What is required:
Extract all lines that hold "Sukasukur" from the records below.

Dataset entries
--------------------------------

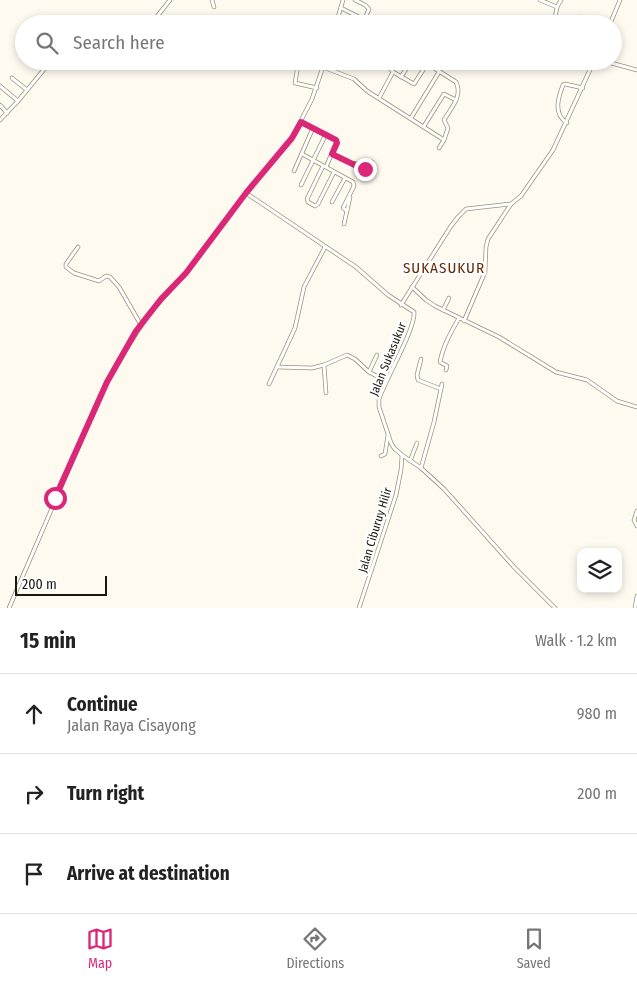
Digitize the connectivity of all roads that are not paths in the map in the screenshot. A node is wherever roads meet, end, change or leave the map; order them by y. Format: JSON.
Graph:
{"nodes":[{"id":1,"x":170,"y":0,"type":"edge"},
{"id":2,"x":212,"y":0,"type":"edge"},
{"id":3,"x":343,"y":0,"type":"edge"},
{"id":4,"x":355,"y":0,"type":"edge"},
{"id":5,"x":540,"y":0,"type":"edge"},
{"id":6,"x":561,"y":0,"type":"edge"},
{"id":7,"x":620,"y":0,"type":"edge"},
{"id":8,"x":214,"y":6,"type":"dead end"},
{"id":9,"x":557,"y":7,"type":"junction"},
{"id":10,"x":340,"y":8,"type":"junction"},
{"id":11,"x":158,"y":15,"type":"edge"},
{"id":12,"x":338,"y":15,"type":"edge"},
{"id":13,"x":356,"y":15,"type":"edge"},
{"id":14,"x":366,"y":15,"type":"edge"},
{"id":15,"x":556,"y":15,"type":"edge"},
{"id":16,"x":614,"y":15,"type":"edge"},
{"id":17,"x":622,"y":66,"type":"edge"},
{"id":18,"x":43,"y":70,"type":"edge"},
{"id":19,"x":297,"y":70,"type":"edge"},
{"id":20,"x":322,"y":70,"type":"edge"},
{"id":21,"x":331,"y":70,"type":"edge"},
{"id":22,"x":405,"y":70,"type":"edge"},
{"id":23,"x":423,"y":70,"type":"edge"},
{"id":24,"x":436,"y":70,"type":"edge"},
{"id":25,"x":590,"y":70,"type":"edge"},
{"id":26,"x":637,"y":70,"type":"edge"},
{"id":27,"x":394,"y":72,"type":"joint"},
{"id":28,"x":439,"y":72,"type":"junction"},
{"id":29,"x":401,"y":77,"type":"junction"},
{"id":30,"x":12,"y":78,"type":"dead end"},
{"id":31,"x":0,"y":86,"type":"edge"},
{"id":32,"x":317,"y":88,"type":"junction"},
{"id":33,"x":583,"y":88,"type":"junction"},
{"id":34,"x":27,"y":90,"type":"junction"},
{"id":35,"x":378,"y":98,"type":"junction"},
{"id":36,"x":457,"y":100,"type":"junction"},
{"id":37,"x":18,"y":101,"type":"junction"},
{"id":38,"x":0,"y":105,"type":"edge"},
{"id":39,"x":7,"y":113,"type":"junction"},
{"id":40,"x":411,"y":118,"type":"junction"},
{"id":41,"x":0,"y":120,"type":"edge"},
{"id":42,"x":301,"y":122,"type":"junction"},
{"id":43,"x":566,"y":123,"type":"junction"},
{"id":44,"x":424,"y":126,"type":"junction"},
{"id":45,"x":313,"y":128,"type":"junction"},
{"id":46,"x":326,"y":134,"type":"junction"},
{"id":47,"x":444,"y":140,"type":"junction"},
{"id":48,"x":439,"y":148,"type":"dead end"},
{"id":49,"x":302,"y":154,"type":"junction"},
{"id":50,"x":332,"y":154,"type":"junction"},
{"id":51,"x":313,"y":161,"type":"junction"},
{"id":52,"x":352,"y":164,"type":"junction"},
{"id":53,"x":324,"y":167,"type":"junction"},
{"id":54,"x":294,"y":171,"type":"dead end"},
{"id":55,"x":334,"y":172,"type":"junction"},
{"id":56,"x":345,"y":178,"type":"junction"},
{"id":57,"x":301,"y":185,"type":"dead end"},
{"id":58,"x":246,"y":193,"type":"junction"},
{"id":59,"x":332,"y":202,"type":"dead end"},
{"id":60,"x":511,"y":204,"type":"junction"},
{"id":61,"x":344,"y":224,"type":"dead end"},
{"id":62,"x":78,"y":246,"type":"dead end"},
{"id":63,"x":325,"y":247,"type":"junction"},
{"id":64,"x":412,"y":288,"type":"junction"},
{"id":65,"x":449,"y":298,"type":"dead end"},
{"id":66,"x":401,"y":305,"type":"junction"},
{"id":67,"x":443,"y":310,"type":"junction"},
{"id":68,"x":459,"y":318,"type":"junction"},
{"id":69,"x":464,"y":321,"type":"junction"},
{"id":70,"x":141,"y":325,"type":"junction"},
{"id":71,"x":377,"y":355,"type":"dead end"},
{"id":72,"x":421,"y":359,"type":"dead end"},
{"id":73,"x":324,"y":365,"type":"junction"},
{"id":74,"x":277,"y":367,"type":"junction"},
{"id":75,"x":446,"y":370,"type":"dead end"},
{"id":76,"x":369,"y":372,"type":"junction"},
{"id":77,"x":386,"y":381,"type":"junction"},
{"id":78,"x":269,"y":384,"type":"dead end"},
{"id":79,"x":326,"y":393,"type":"dead end"},
{"id":80,"x":637,"y":407,"type":"edge"},
{"id":81,"x":388,"y":434,"type":"junction"},
{"id":82,"x":417,"y":443,"type":"dead end"},
{"id":83,"x":402,"y":455,"type":"junction"},
{"id":84,"x":381,"y":456,"type":"dead end"},
{"id":85,"x":410,"y":461,"type":"junction"},
{"id":86,"x":421,"y":468,"type":"junction"},
{"id":87,"x":637,"y":511,"type":"edge"},
{"id":88,"x":637,"y":526,"type":"edge"},
{"id":89,"x":637,"y":596,"type":"edge"},
{"id":90,"x":9,"y":608,"type":"edge"},
{"id":91,"x":359,"y":608,"type":"edge"},
{"id":92,"x":555,"y":608,"type":"edge"},
{"id":93,"x":635,"y":608,"type":"edge"}],
"edges":[{"from":1,"to":11,"type":"street"},
{"from":2,"to":8,"type":"street"},
{"from":3,"to":10,"type":"street"},
{"from":4,"to":14,"type":"street"},
{"from":5,"to":9,"type":"street"},
{"from":6,"to":9,"type":"street"},
{"from":7,"to":16,"type":"street"},
{"from":9,"to":15,"type":"street"},
{"from":10,"to":12,"type":"street"},
{"from":10,"to":13,"type":"street"},
{"from":17,"to":26,"type":"street"},
{"from":18,"to":34,"type":"street"},
{"from":19,"to":32,"type":"street"},
{"from":20,"to":32,"type":"street"},
{"from":21,"to":35,"type":"street"},
{"from":22,"to":29,"type":"street"},
{"from":23,"to":29,"type":"street"},
{"from":24,"to":28,"type":"street"},
{"from":25,"to":33,"type":"street"},
{"from":27,"to":29,"type":"street"},
{"from":27,"to":35,"type":"street"},
{"from":28,"to":36,"type":"street"},
{"from":28,"to":40,"type":"street"},
{"from":30,"to":34,"type":"street"},
{"from":31,"to":37,"type":"street"},
{"from":32,"to":42,"type":"street"},
{"from":33,"to":43,"type":"street"},
{"from":33,"to":43,"type":"street"},
{"from":34,"to":37,"type":"street"},
{"from":35,"to":40,"type":"street"},
{"from":36,"to":44,"type":"street"},
{"from":36,"to":47,"type":"street"},
{"from":37,"to":39,"type":"street"},
{"from":38,"to":39,"type":"street"},
{"from":39,"to":41,"type":"street"},
{"from":40,"to":44,"type":"street"},
{"from":42,"to":45,"type":"street"},
{"from":42,"to":58,"type":"street"},
{"from":43,"to":60,"type":"street"},
{"from":44,"to":47,"type":"street"},
{"from":45,"to":46,"type":"street"},
{"from":45,"to":49,"type":"street"},
{"from":46,"to":50,"type":"street"},
{"from":46,"to":51,"type":"street"},
{"from":47,"to":48,"type":"street"},
{"from":49,"to":51,"type":"street"},
{"from":49,"to":54,"type":"street"},
{"from":50,"to":52,"type":"street"},
{"from":50,"to":53,"type":"street"},
{"from":51,"to":53,"type":"street"},
{"from":51,"to":57,"type":"street"},
{"from":52,"to":52,"type":"street"},
{"from":53,"to":55,"type":"street"},
{"from":53,"to":55,"type":"street"},
{"from":55,"to":56,"type":"street"},
{"from":56,"to":59,"type":"street"},
{"from":56,"to":61,"type":"street"},
{"from":58,"to":63,"type":"street","name":"Jalan Sukasukur"},
{"from":58,"to":70,"type":"street"},
{"from":60,"to":64,"type":"street"},
{"from":60,"to":69,"type":"street"},
{"from":62,"to":70,"type":"street"},
{"from":63,"to":66,"type":"street","name":"Jalan Sukasukur"},
{"from":63,"to":74,"type":"street"},
{"from":64,"to":66,"type":"street"},
{"from":64,"to":67,"type":"street"},
{"from":65,"to":67,"type":"street"},
{"from":66,"to":77,"type":"street","name":"Jalan Sukasukur"},
{"from":67,"to":68,"type":"street"},
{"from":68,"to":69,"type":"street"},
{"from":68,"to":75,"type":"street"},
{"from":69,"to":80,"type":"street"},
{"from":70,"to":90,"type":"street"},
{"from":71,"to":76,"type":"street"},
{"from":72,"to":86,"type":"street"},
{"from":73,"to":74,"type":"street"},
{"from":73,"to":76,"type":"street"},
{"from":73,"to":79,"type":"street"},
{"from":74,"to":78,"type":"street"},
{"from":76,"to":77,"type":"street"},
{"from":77,"to":81,"type":"street","name":"Jalan Sukasukur"},
{"from":81,"to":83,"type":"street","name":"Jalan Sukasukur"},
{"from":81,"to":84,"type":"street"},
{"from":82,"to":85,"type":"street"},
{"from":83,"to":85,"type":"street","name":"Jalan Sukasukur"},
{"from":83,"to":91,"type":"street","name":"Jalan Ciburuy Hilir"},
{"from":85,"to":86,"type":"street","name":"Jalan Sukasukur"},
{"from":86,"to":92,"type":"street","name":"Jalan Sukasukur"},
{"from":87,"to":88,"type":"street"},
{"from":89,"to":93,"type":"street"}]}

--------------------------------

Written answer:
{"from":58,"to":63,"type":"street","name":"Jalan Sukasukur"},
{"from":63,"to":66,"type":"street","name":"Jalan Sukasukur"},
{"from":66,"to":77,"type":"street","name":"Jalan Sukasukur"},
{"from":77,"to":81,"type":"street","name":"Jalan Sukasukur"},
{"from":81,"to":83,"type":"street","name":"Jalan Sukasukur"},
{"from":83,"to":85,"type":"street","name":"Jalan Sukasukur"},
{"from":85,"to":86,"type":"street","name":"Jalan Sukasukur"},
{"from":86,"to":92,"type":"street","name":"Jalan Sukasukur"},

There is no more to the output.